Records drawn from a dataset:

___

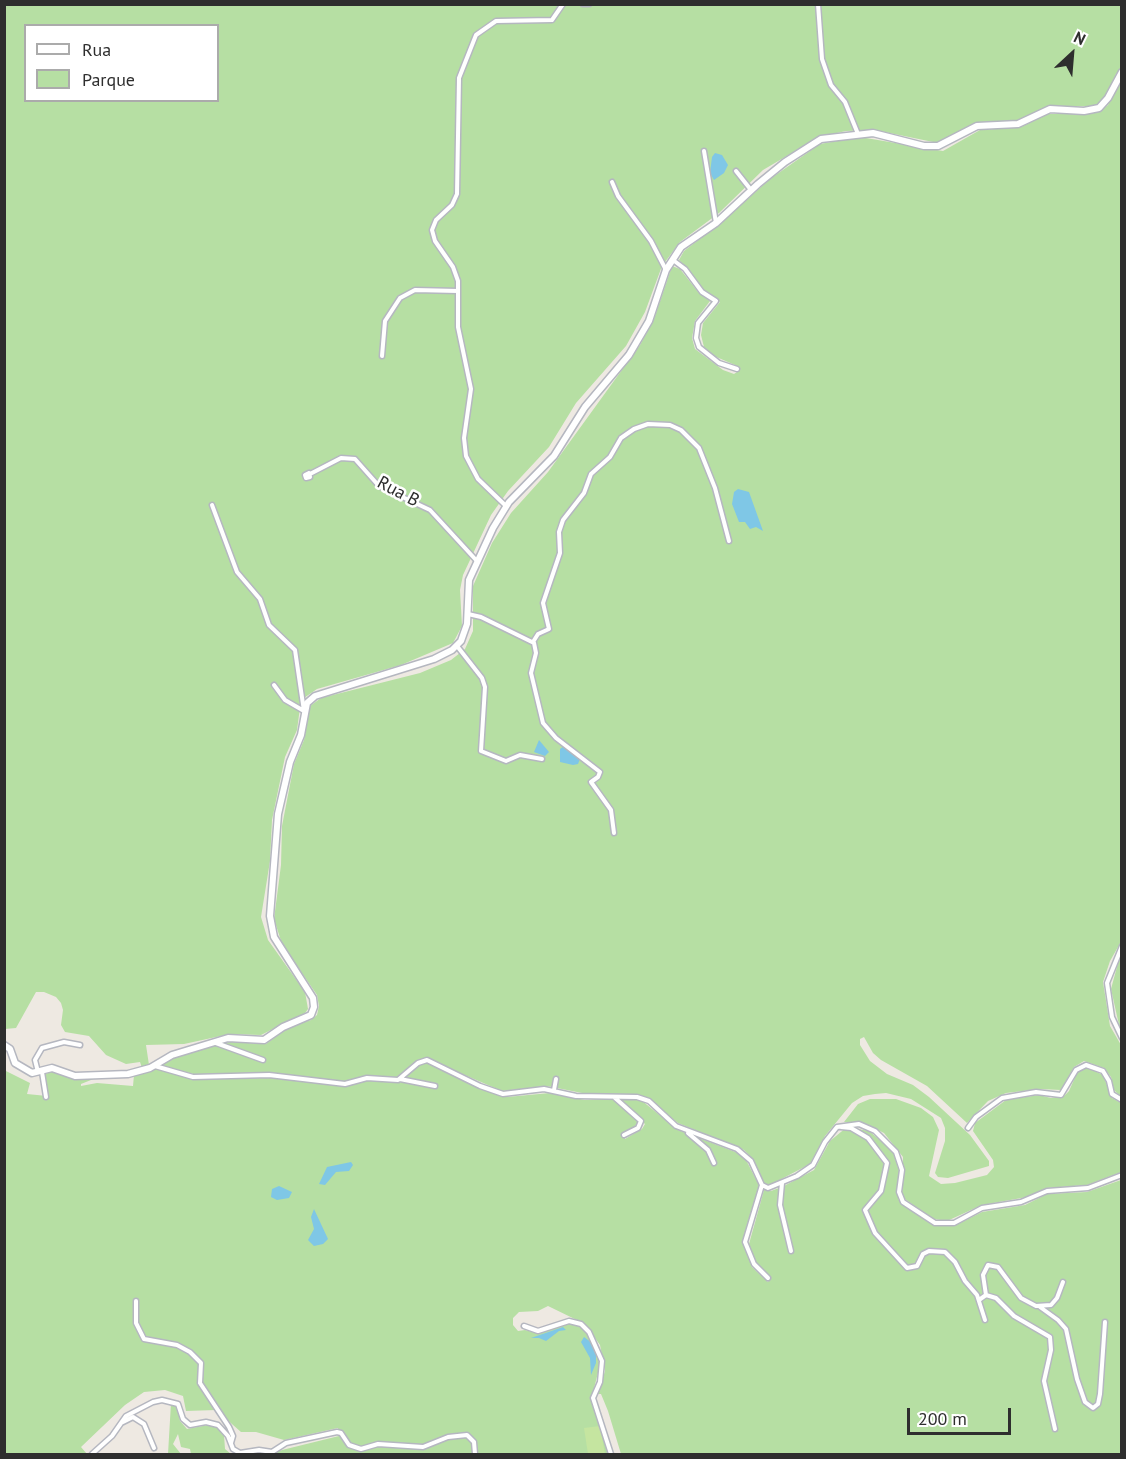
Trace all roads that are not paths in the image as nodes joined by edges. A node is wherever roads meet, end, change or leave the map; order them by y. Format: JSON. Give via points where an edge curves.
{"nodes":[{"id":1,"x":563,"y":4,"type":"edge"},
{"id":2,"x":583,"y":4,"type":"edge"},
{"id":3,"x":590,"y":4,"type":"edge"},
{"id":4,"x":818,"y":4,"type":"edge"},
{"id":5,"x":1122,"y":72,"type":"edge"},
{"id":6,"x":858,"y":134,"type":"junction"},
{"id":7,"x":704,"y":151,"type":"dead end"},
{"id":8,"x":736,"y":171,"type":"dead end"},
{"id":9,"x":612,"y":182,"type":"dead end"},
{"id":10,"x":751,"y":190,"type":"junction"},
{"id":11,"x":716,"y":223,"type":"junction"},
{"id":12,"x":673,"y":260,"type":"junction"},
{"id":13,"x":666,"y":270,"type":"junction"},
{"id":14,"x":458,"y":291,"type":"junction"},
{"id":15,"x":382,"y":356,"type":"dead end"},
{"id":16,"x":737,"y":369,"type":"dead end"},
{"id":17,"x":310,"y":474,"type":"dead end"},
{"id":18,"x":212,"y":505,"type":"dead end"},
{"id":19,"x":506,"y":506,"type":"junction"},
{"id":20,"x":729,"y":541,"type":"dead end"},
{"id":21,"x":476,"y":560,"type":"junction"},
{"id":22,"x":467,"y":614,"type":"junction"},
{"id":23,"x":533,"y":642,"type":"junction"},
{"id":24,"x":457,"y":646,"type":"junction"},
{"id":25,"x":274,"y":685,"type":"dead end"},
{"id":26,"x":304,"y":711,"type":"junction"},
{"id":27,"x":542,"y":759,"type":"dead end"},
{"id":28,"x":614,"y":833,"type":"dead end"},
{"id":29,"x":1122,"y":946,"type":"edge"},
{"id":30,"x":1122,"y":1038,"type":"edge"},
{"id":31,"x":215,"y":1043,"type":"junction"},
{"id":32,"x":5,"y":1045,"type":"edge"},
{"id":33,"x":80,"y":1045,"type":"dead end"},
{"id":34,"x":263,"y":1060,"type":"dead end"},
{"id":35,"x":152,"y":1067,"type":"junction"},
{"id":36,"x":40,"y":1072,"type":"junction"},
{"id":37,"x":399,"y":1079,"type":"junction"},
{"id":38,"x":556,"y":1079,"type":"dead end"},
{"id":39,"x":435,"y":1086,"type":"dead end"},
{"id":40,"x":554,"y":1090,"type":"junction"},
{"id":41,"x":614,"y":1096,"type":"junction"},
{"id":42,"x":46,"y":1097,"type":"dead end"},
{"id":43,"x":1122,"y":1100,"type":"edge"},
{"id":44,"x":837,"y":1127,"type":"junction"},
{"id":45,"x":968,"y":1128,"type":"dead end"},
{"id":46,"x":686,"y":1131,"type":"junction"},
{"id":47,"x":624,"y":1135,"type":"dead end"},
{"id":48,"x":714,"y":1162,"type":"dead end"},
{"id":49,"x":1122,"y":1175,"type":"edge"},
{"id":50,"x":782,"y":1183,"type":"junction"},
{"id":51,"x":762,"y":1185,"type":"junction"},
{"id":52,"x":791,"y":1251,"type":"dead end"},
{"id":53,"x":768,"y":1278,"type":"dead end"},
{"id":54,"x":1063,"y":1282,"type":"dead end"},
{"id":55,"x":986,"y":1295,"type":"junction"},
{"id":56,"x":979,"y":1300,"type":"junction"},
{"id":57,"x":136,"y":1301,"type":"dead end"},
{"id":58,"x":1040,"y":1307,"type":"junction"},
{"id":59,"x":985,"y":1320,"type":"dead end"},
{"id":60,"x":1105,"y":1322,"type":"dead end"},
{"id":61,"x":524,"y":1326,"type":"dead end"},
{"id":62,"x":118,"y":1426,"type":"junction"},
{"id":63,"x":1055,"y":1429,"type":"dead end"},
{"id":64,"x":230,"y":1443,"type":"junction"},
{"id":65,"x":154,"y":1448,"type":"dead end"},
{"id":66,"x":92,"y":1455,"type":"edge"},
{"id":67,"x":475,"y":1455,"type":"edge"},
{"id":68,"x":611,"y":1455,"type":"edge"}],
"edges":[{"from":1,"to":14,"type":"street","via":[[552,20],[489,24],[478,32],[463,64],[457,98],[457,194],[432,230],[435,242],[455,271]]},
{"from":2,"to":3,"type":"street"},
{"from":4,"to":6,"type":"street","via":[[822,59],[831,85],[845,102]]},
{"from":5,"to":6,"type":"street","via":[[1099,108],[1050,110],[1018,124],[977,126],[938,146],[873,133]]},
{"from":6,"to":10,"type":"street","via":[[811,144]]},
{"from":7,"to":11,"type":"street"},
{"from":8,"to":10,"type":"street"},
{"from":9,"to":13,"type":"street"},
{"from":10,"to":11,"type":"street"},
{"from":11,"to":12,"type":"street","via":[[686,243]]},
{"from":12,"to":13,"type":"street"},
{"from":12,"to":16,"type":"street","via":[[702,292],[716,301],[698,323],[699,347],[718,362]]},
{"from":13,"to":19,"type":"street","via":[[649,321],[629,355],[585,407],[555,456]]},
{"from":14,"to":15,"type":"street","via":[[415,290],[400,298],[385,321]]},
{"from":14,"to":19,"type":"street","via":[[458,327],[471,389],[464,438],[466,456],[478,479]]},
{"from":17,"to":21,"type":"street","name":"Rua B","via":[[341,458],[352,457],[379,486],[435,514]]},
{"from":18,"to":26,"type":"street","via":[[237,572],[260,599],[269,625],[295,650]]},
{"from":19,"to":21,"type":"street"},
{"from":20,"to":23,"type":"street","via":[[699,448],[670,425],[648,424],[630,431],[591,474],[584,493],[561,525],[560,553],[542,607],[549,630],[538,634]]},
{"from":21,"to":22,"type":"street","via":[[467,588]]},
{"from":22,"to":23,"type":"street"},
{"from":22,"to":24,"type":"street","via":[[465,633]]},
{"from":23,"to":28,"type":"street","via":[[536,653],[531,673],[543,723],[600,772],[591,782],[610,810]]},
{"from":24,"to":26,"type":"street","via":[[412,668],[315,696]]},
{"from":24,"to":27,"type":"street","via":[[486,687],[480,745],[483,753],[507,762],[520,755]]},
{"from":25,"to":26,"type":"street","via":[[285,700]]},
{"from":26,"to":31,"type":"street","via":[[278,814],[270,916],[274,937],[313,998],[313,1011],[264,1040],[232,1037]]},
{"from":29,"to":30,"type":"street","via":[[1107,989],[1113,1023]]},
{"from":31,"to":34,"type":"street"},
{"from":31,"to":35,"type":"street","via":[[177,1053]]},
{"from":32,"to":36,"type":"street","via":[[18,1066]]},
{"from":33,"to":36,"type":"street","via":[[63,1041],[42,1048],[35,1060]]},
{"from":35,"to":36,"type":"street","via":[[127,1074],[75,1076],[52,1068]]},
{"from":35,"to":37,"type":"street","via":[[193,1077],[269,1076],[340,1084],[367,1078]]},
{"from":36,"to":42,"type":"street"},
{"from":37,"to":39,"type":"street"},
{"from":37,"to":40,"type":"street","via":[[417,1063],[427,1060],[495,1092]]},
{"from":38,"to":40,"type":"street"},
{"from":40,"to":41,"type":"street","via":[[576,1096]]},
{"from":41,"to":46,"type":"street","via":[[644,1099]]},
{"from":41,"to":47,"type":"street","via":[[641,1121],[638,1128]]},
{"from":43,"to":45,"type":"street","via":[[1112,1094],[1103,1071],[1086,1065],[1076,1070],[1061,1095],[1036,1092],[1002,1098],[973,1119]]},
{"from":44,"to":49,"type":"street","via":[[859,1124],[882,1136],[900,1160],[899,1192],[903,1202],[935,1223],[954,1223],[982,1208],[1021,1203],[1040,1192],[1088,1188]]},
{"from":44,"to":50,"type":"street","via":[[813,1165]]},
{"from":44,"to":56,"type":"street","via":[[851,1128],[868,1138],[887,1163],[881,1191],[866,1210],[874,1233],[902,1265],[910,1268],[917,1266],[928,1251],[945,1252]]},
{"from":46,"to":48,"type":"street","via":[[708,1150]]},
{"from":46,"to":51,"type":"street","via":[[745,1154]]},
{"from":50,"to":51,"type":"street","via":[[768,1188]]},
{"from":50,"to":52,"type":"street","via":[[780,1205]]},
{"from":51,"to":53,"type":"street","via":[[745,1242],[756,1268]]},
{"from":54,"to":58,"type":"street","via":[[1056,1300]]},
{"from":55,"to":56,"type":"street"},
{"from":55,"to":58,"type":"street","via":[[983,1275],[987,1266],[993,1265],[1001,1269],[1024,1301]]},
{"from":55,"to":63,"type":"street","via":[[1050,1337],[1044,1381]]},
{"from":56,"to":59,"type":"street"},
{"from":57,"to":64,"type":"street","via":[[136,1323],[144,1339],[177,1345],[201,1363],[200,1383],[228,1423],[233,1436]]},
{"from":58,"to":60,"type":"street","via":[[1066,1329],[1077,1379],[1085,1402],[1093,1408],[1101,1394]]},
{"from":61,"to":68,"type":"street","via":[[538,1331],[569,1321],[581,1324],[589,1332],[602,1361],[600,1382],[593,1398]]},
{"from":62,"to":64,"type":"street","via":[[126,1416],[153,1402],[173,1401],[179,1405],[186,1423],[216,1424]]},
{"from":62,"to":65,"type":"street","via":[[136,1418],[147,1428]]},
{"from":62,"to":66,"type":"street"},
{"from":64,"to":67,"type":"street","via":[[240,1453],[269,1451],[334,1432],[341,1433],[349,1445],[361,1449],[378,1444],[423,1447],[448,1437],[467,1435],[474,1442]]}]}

___

PROBLEM DETAILS: Among the lines of the preceding data, which ones hold the word "nodes"? List them.

FINISHED TASK:
Trace all roads that are not paths in the image as nodes joined by edges. A node is wherever roads meet, end, change or leave the map; order them by y. Format: JSON. Give via points where an edge curves.
{"nodes":[{"id":1,"x":563,"y":4,"type":"edge"},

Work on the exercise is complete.